As for how I capture the quotes themselves, I have long used an advanced piece of software called a "research assistant" to type in passages that I've marked. I just started experimenting with scanning and OCR'ing in though, which seems to work fairly well...
Posted by: Steven Johnson | January 29, 2005 at 05:16 AM
Very interesting -- thanks for sharing.
As for the entire book vs. quote -- I use a program on Windows called DTSearch which is basically a full-text search program on steroids.
One of the things it can do is show the results in context and use fuzzy searches, proximity settings, etc. so if I search for "concept X", rather than saying "oh, it's somewhere in this e-book here" it will show the relevant parts of the book that match the search.

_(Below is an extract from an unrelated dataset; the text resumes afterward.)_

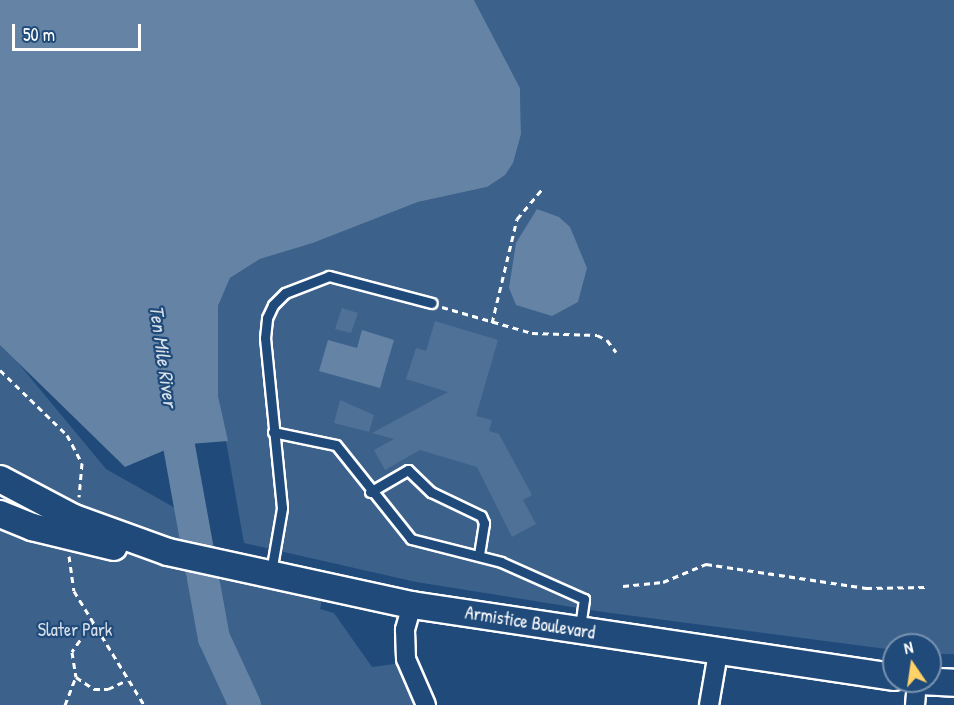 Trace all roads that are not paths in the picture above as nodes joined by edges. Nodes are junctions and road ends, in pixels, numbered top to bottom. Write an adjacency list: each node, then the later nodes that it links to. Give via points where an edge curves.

Still a long way from being perfect and it can't do some of the things it looks like you're doing with DevonThink, but works pretty well.

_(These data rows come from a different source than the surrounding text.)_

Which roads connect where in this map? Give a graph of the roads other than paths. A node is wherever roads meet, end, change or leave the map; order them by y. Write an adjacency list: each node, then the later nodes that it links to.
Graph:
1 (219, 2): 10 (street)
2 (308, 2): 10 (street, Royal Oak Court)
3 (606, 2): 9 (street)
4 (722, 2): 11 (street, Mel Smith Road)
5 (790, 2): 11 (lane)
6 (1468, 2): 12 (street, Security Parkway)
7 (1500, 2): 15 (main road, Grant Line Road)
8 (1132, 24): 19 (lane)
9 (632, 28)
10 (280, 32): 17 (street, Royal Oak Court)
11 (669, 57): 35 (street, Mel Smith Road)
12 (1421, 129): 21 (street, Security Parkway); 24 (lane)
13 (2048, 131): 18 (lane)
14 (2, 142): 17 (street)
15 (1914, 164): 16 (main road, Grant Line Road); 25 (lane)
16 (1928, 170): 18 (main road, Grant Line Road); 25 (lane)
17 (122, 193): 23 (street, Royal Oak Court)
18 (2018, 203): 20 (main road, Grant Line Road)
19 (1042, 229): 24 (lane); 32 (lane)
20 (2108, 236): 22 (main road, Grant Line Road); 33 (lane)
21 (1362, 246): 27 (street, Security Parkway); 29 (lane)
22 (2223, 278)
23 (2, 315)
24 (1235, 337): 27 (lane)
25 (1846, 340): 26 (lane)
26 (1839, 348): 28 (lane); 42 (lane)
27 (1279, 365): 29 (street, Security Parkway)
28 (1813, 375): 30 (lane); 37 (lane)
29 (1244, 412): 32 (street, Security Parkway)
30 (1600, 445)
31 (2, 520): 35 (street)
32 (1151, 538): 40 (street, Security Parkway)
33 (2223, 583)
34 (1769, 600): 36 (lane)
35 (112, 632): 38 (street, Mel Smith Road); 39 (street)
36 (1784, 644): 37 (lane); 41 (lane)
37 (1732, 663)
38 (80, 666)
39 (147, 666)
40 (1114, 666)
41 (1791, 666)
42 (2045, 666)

I've looked at a lot of this stuff on Mac and Wintel, and its kind of odd at just how primitive the tools are for either OS for this sort of thing. If you'd have asked me in the mid-1990s, I'd have assumed progress on organizing and searching free-form info would have progressed a lot farther than it has.
Posted by: Brian Carnell | January 29, 2005 at 06:10 AM
This Devonthink app seems a lot like the new Spotlight feature in the upcoming Mac OS 10.4 Tiger. What sorts of features does Devonthink offer that Spotlight won't?
(As in, why should I buy Devonthink instead of waiting to upgrade to Tiger?)
Posted by: Tarek | January 29, 2005 at 07:03 AM
Can someone recommend an equivalent to DevonThink for Windows? I don't even know how to do a google search for the software because I don't know what it is called in the general sense.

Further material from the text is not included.